As already mentioned, the Empire’s forces were always small — hardly surprising when its total population probably comprised no more than 250,000, even Trebizond itself possibly having a population of only 4,000 by 1438. The contingent of troops that it had been obliged to provide to the Seljuks in the 13th century is said by the traveller Simon de Saint-Quentin to have numbered only ‘200 lances’, and most 14th century armies appear to have similarly been counted only in hundreds. In 1355 the loss of 50 or 400 men (accounts differ) in combat with the Turks at Cheriana was counted a major disaster; in another engagement, near Marmara in 1370, the Grand Komnenos Alexios III was accompanied only by ‘some few men’ — in fact just 100 cavalry; and in 1380 he is recorded as having ‘divided his army into two parts’, comprising 600 infantry in the one part and ‘the cavalry and another very large party of infantry’ in the other. In fact the very largest Trapezuntine army on record, dating to 1366, comprised a grand total of just 2,000 cavalry and infantry. Admittedly Sanudo in the mid-15 th century put Trapezuntine strength at 25,000 cavalry, or 15,000 in the event of a campaign beyond the frontier, and Ludovico da Bologna in 1459-60 put it at 20,000, but neither of these can be considered in any way reliable. What the Trapezuntines lacked in numbers they made up for in tenacity; an account of c. 1350 (al-Umari) confirms that they were ‘warlike men and fearless’, adding of the Grand Komnenos’ army that ‘although few in number and ill-equipped, [they] are however heroes, like terrible lions who never let their prey escape.’

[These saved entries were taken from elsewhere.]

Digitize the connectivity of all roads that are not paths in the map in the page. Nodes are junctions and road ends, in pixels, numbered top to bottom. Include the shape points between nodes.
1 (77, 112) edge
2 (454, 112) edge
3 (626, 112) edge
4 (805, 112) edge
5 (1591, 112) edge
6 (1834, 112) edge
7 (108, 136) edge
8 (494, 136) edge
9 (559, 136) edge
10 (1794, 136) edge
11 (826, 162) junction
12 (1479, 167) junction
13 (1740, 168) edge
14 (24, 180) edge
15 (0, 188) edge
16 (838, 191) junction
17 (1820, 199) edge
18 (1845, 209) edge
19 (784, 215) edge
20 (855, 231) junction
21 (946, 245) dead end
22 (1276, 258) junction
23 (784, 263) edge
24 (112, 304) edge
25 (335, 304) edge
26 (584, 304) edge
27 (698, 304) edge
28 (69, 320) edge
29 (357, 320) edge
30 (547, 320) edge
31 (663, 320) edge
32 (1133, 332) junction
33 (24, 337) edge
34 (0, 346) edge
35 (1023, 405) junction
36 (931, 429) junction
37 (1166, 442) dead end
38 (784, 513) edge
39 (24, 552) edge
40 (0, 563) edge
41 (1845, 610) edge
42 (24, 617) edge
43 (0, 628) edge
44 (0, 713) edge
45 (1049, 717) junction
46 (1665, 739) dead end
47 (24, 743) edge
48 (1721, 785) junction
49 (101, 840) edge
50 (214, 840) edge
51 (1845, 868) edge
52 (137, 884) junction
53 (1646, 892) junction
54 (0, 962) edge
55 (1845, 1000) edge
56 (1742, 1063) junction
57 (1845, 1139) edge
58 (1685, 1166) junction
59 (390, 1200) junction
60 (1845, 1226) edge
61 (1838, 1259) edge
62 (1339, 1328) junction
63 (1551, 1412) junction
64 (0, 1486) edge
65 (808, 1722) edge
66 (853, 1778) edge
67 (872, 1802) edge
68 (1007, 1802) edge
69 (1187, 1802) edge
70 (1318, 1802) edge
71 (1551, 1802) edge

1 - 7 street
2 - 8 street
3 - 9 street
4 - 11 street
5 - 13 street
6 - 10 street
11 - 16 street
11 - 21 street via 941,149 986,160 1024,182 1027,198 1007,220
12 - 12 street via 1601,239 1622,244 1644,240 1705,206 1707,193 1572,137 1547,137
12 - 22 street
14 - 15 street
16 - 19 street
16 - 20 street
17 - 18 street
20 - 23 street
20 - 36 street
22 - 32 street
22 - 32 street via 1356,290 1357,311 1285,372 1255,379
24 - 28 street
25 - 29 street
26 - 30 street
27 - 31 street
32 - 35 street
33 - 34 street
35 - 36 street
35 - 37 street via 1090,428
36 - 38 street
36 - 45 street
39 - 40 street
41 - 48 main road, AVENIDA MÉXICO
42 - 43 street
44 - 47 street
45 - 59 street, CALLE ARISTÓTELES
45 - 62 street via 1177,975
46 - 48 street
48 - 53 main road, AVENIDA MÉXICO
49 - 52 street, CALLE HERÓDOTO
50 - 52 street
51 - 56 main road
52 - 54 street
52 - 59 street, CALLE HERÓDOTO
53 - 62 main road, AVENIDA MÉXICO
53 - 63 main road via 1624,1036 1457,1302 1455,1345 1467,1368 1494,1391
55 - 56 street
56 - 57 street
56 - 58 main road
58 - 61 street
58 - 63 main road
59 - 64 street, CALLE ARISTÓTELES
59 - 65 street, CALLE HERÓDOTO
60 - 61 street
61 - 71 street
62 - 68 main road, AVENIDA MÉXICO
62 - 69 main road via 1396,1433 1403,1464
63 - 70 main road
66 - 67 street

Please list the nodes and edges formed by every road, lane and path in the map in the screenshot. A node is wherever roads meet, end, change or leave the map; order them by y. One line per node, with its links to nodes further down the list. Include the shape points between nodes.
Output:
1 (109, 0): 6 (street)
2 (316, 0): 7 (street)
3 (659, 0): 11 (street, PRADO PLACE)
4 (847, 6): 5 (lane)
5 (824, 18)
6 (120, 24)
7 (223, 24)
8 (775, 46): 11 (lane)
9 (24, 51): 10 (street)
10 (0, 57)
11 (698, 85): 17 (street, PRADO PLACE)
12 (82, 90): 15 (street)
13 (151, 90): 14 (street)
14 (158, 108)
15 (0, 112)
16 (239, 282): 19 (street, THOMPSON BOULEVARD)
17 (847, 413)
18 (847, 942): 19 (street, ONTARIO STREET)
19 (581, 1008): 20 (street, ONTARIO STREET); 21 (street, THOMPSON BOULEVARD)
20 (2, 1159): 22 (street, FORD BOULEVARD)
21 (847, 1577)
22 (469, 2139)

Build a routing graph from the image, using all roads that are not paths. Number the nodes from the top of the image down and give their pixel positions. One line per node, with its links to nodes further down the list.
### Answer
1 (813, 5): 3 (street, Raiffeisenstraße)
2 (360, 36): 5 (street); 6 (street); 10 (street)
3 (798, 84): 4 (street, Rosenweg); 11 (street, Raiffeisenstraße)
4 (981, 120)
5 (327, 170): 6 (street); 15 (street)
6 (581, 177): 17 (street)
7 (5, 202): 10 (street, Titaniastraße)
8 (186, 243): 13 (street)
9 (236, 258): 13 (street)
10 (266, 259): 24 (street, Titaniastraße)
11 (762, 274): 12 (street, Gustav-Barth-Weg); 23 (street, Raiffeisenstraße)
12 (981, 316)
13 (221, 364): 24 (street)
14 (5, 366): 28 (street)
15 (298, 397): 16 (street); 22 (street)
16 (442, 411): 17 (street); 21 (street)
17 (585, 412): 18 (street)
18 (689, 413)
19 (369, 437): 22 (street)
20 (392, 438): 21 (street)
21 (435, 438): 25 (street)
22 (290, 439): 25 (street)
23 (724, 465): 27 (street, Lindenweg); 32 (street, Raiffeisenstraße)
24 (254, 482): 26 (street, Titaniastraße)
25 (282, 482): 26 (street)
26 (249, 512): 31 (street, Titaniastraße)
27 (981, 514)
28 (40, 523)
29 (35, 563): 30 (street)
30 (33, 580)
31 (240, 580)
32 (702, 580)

Further troops might be obtained from the Empire’s various Turkish and Georgian allies, many of them actually related to the Trapezuntine Imperial family by marriage. In 1404 Clavijo records Manuel Ill’s four main ‘vassals’ as comprising his nephew Altamur, once amir of Limnia but now ruling over Boona and St Nikias in Chalybia, ‘master of over 10,000 horsemen’; his son-in-law Suleiman Bey, amir of Chalybia; Melesianos of Oinaion, with a mixed population of Pontic Greeks and Turks; and Leon II Kabazites, principal of the frontier lords mentioned earlier, who ruled the Armenian frontier from his fortress at Sigana and who told Clavijo that he ‘had continually to defend himself against the Turks who were his neighbours on all sides’. A defensive league against the Ottomans proposed by Ludovico da Bologna lists an even grander array of potentates in alliance with Trebizond, comprising the following: Uzun Hasan, chief of the Aq-Qoyunlu (White Sheep Turks), married to the Grand Komnenos David’s niece, with 50,000 men; David’s brother-in-law George VIII, King of Georgia, with 60,000 men; Qwarqware II of Akhaltsikh, a Georgian, later ruler of Zamtche (Greater Lazia), with 20,000 cavalry; Dadian (Duke) Liparit I of Mingrelia (another Georgian) and his son (Chaman-Dawle?), with 60,000; Rabia, the Georgian prince of Abkhazia in Armenia, with his brother, barons and 30,000 men; Bagrat of Imeretia and Mamia of Guria, both Georgians; Dardebech (?) ‘Lord of Lesser Armenia’ (Cilicia, therefore probably the amir of Adana), with 10,000 or 20,000 men; and ‘the nation of the Giths [Djiks or Circassians] and Alani’ who promised ‘to fight under the banner of George, the king of the Georgians.’ The sizes of their contingents of men are clearly exaggerated, but it seems likely that if they were all divided by 10 they might then not be far from the truth (the same also applying to Ludovico’s figure of 30 galleys and 20,000 men for the Trapezuntines themselves). This League was also to have included the Grand Karaman Ibrahim Bey, and Ismael Isfendiyaroglu Bey of Sinope, amir of Kastamonu. Interestingly, the forces of the latter, whose territory was invaded by Mehmed II during the same campaign that saw the fall of Trebizond, are recorded to have been made up of 400 ‘large and small’ guns crewed by 2,000 men (or 400 guns and 2,000 handgunners as Finlay would have it) plus
10,000 men armed with the traditional Turkish combination of spear, bow, sword and mace. This may imply that Trebizond too had artillery by the mid-15th century, though it does not appear in any of the sources.